(Saved entries)
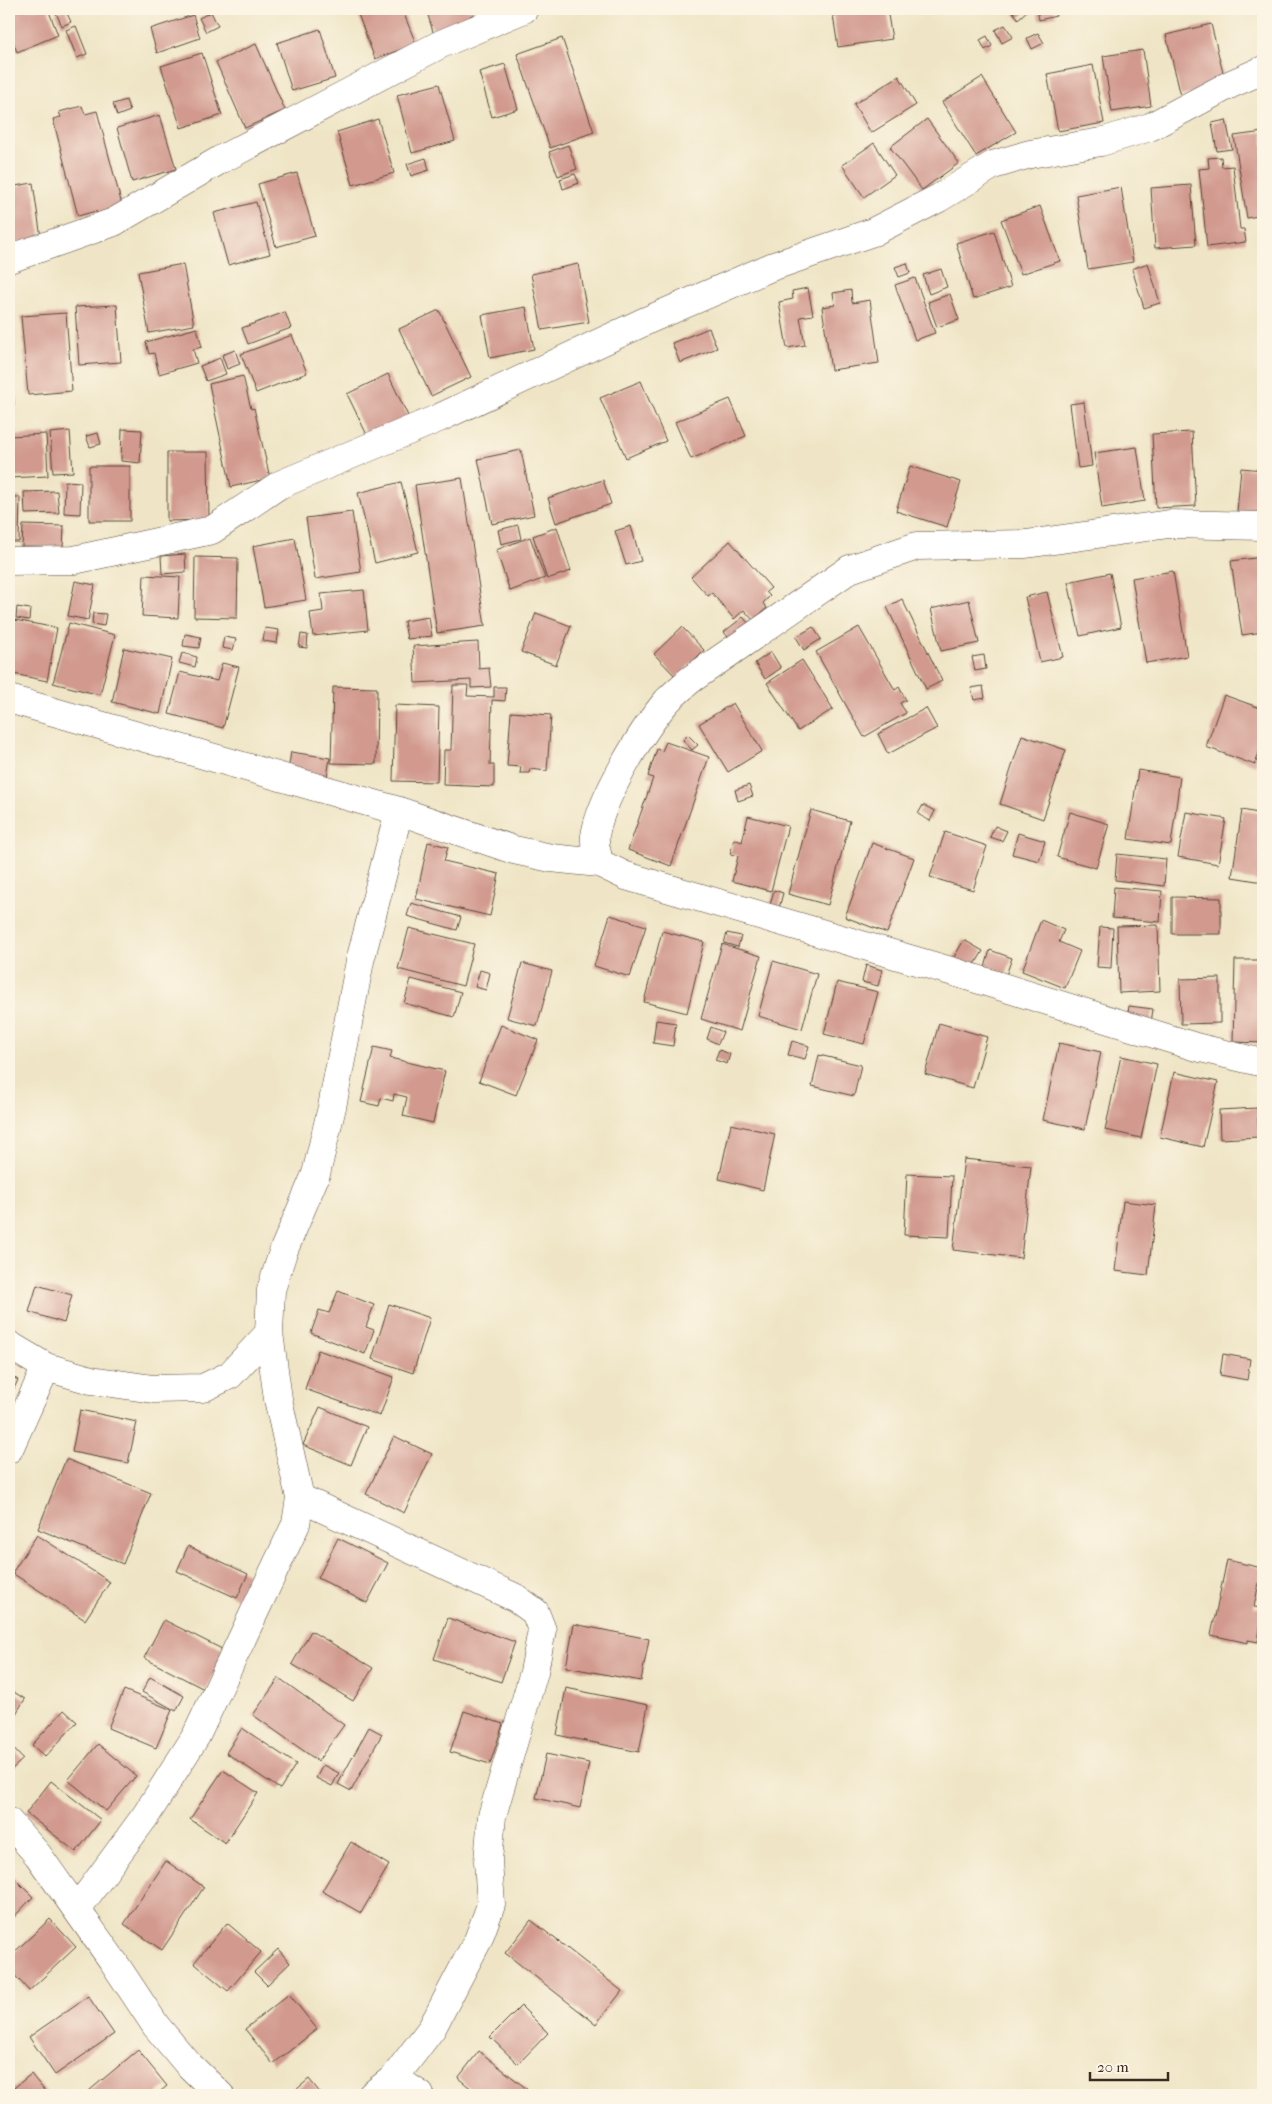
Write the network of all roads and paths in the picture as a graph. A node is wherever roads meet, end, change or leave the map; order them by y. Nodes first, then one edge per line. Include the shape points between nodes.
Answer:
1 (524, 9) edge
2 (1263, 70) edge
3 (9, 259) edge
4 (1263, 526) edge
5 (9, 561) edge
6 (9, 699) edge
7 (399, 811) junction
8 (597, 851) junction
9 (1263, 1063) edge
10 (269, 1333) junction
11 (9, 1345) edge
12 (46, 1367) junction
13 (9, 1450) edge
14 (300, 1498) junction
15 (9, 1822) edge
16 (76, 1909) junction
17 (394, 2078) junction
18 (220, 2095) edge
19 (372, 2095) edge
20 (420, 2095) edge

1 - 3 street via 441,44 220,160 114,222
2 - 5 street via 1150,127 1101,142 1030,154 993,165 874,232 771,267 648,320 439,418 280,485 212,530 74,560
4 - 8 street via 1169,524 1026,544 917,546 850,568 690,680 668,700 647,728 600,816
6 - 7 street
7 - 8 street via 514,850 551,858
7 - 10 street via 360,961 316,1174 283,1252 271,1290
8 - 9 street via 626,876 1196,1047
10 - 12 street via 230,1375 203,1388 153,1389 91,1380
10 - 14 street via 278,1399
11 - 12 street
12 - 13 street
14 - 16 street via 296,1524 196,1736 146,1815
14 - 17 street via 516,1598 535,1612 542,1630 534,1672 492,1816 488,1861 491,1905 478,1940 432,2028
15 - 16 street via 38,1855
16 - 18 street via 156,2026
17 - 19 street
17 - 20 street

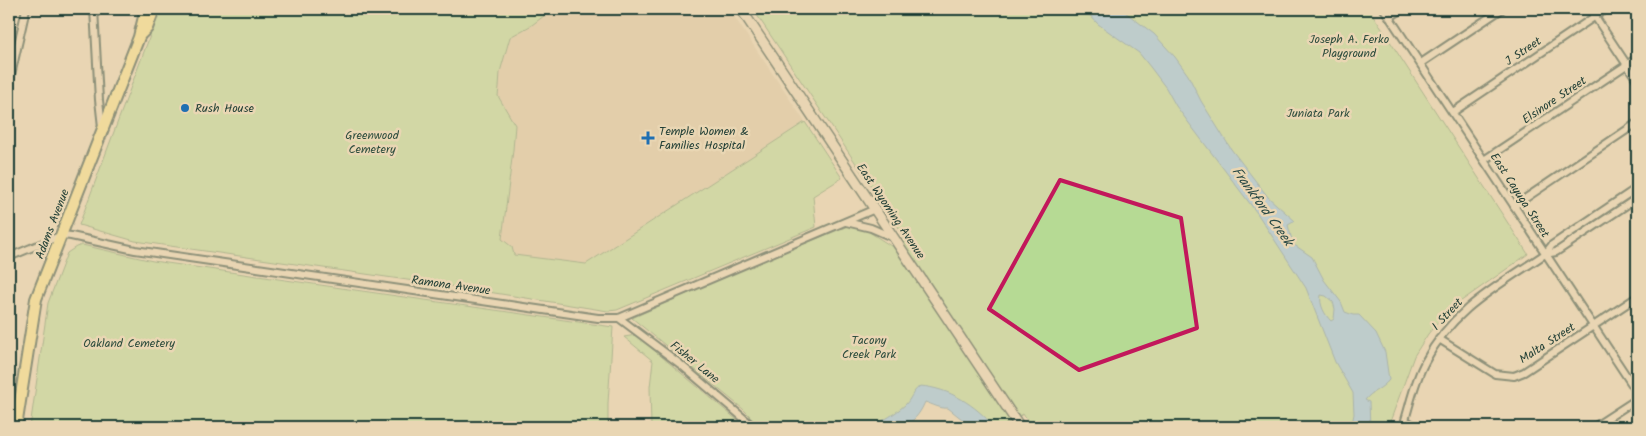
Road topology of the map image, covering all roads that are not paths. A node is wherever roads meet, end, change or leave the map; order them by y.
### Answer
1 (26, 9) edge
2 (94, 9) edge
3 (146, 9) edge
4 (154, 9) edge
5 (741, 9) edge
6 (1384, 9) edge
7 (1403, 9) edge
8 (1502, 9) edge
9 (1590, 9) edge
10 (1606, 9) edge
11 (1595, 16) junction
12 (1390, 17) junction
13 (139, 37) junction
14 (1637, 58) edge
15 (1421, 63) junction
16 (1627, 65) junction
17 (1637, 80) edge
18 (9, 84) edge
19 (1453, 112) junction
20 (1637, 123) edge
21 (102, 130) junction
22 (1484, 160) junction
23 (1637, 188) edge
24 (1637, 198) edge
25 (1514, 206) junction
26 (875, 210) junction
27 (845, 222) junction
28 (62, 235) junction
29 (894, 238) junction
30 (1546, 254) junction
31 (9, 257) edge
32 (1637, 297) edge
33 (619, 318) junction
34 (1592, 326) junction
35 (1439, 338) junction
36 (1637, 392) edge
37 (1637, 399) edge
38 (16, 427) edge
39 (754, 427) edge
40 (1020, 427) edge
41 (1417, 427) edge
42 (1594, 427) edge

1 - 18 street
2 - 21 street
3 - 13 main road, Adams Avenue
4 - 13 main road, Adams Avenue
5 - 26 street, East Wyoming Avenue
6 - 12 street, East Cayuga Street
7 - 12 street
8 - 15 street
9 - 11 street
10 - 11 street, J Street
11 - 16 street
11 - 19 street, J Street
12 - 15 street, East Cayuga Street
13 - 21 main road, Adams Avenue
14 - 16 street, Elsinore Street
15 - 19 street, East Cayuga Street
16 - 17 street
16 - 22 street, Elsinore Street
19 - 22 street, East Cayuga Street
20 - 25 street
21 - 28 main road, Adams Avenue
22 - 25 street, East Cayuga Street
23 - 30 street, I Street
24 - 30 street, I Street
25 - 30 street, East Cayuga Street
26 - 27 street, Ramona Avenue
26 - 29 street, East Wyoming Avenue
27 - 29 street
27 - 33 street, Ramona Avenue
28 - 31 street
28 - 33 street, Ramona Avenue
28 - 38 main road, Adams Avenue
29 - 40 street, East Wyoming Avenue
30 - 34 street, East Cayuga Street
30 - 35 street, I Street
32 - 34 street, Malta Street
33 - 39 street, Fisher Lane
34 - 35 street, Malta Street
34 - 36 street, East Cayuga Street
35 - 41 street, I Street
37 - 42 street

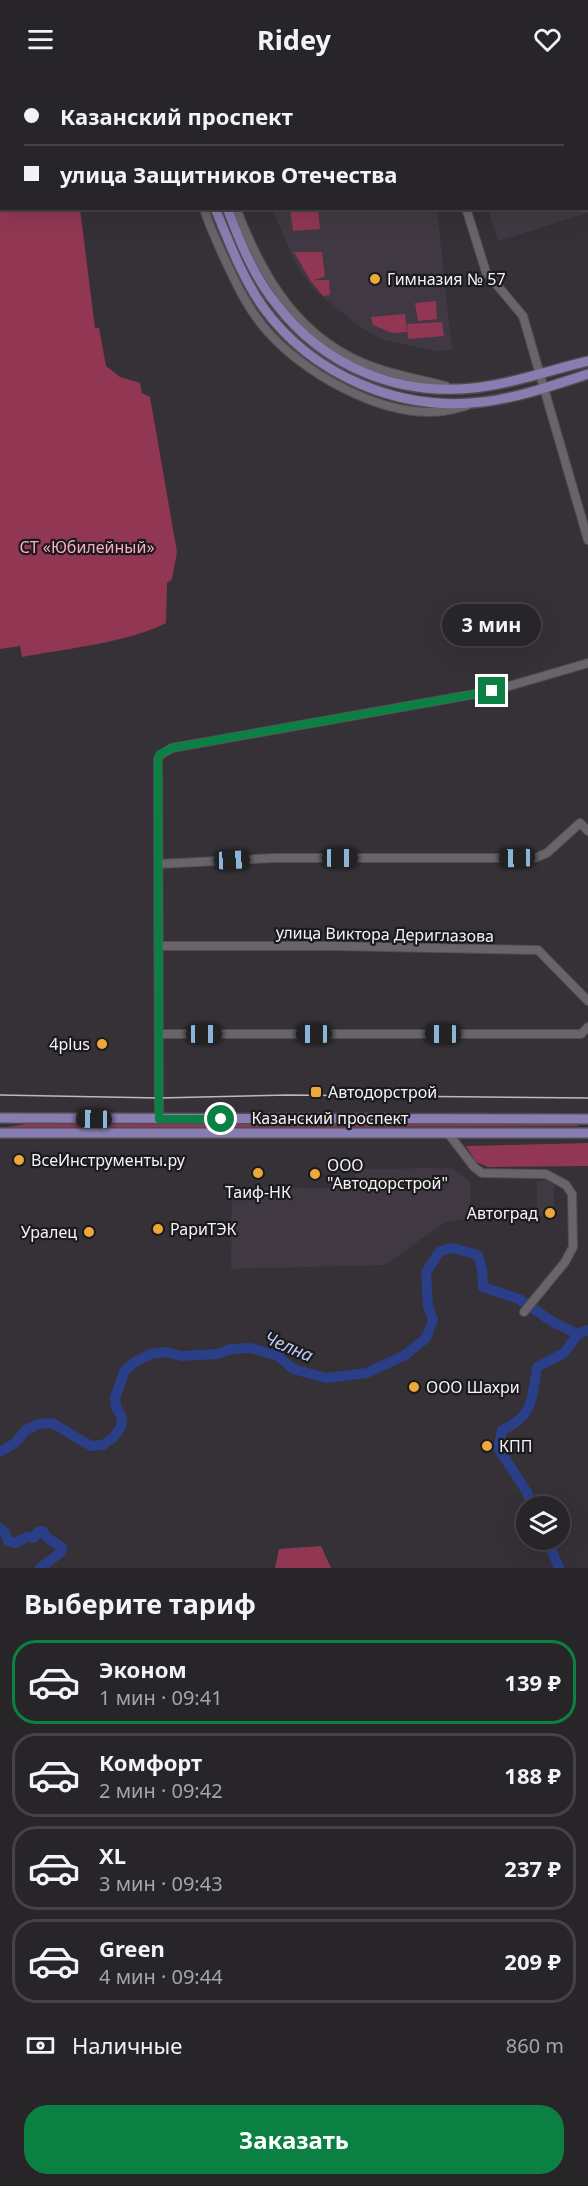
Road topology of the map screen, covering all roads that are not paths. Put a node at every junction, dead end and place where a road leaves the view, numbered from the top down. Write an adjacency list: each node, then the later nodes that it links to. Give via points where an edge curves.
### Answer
1 (205, 210): 11 (street, via 247,303 279,344 306,366 354,393 415,411 442,411)
2 (216, 210): 11 (main road, via 233,253 262,305 279,327 316,359 345,378 397,396 446,403)
3 (227, 210): 10 (main road, via 270,296 310,340 370,376 420,388)
4 (237, 210): 10 (street, via 268,278 289,309 307,326 360,361)
5 (467, 210): 7 (street, via 484,268 522,315)
6 (588, 360): 7 (main road)
7 (540, 374): 9 (street); 10 (main road)
8 (588, 374): 9 (main road)
9 (544, 388): 11 (main road); 12 (street)
10 (457, 389)
11 (483, 402)
12 (588, 540)
13 (588, 663): 15 (street, via 492,691 163,752 158,759)
14 (588, 831): 15 (street, via 580,823 536,858 274,858)
15 (159, 864): 16 (street)
16 (160, 946): 17 (street, улица Виктора Дериглазова, via 538,950); 19 (street)
17 (588, 1001)
18 (588, 1027): 19 (street, via 581,1034)
19 (159, 1034): 21 (street)
20 (0, 1118): 21 (main road, Казанский проспект)
21 (159, 1119): 22 (main road, Казанский проспект)
22 (568, 1119): 23 (main road, Казанский проспект); 24 (main road, via 579,1126)
23 (588, 1119)
24 (567, 1132): 26 (main road, Казанский проспект); 27 (main road, Казанский проспект)
25 (0, 1133): 26 (main road, Казанский проспект)
26 (448, 1133): 28 (street, via 482,1173 546,1174 566,1185 572,1194 573,1247)
27 (588, 1133)
28 (524, 1312)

• **TASK BRIEF**: From the data above, report how many lines include the string "Ramona". The number alone will do.

• **OUTPUT BELOW**: 3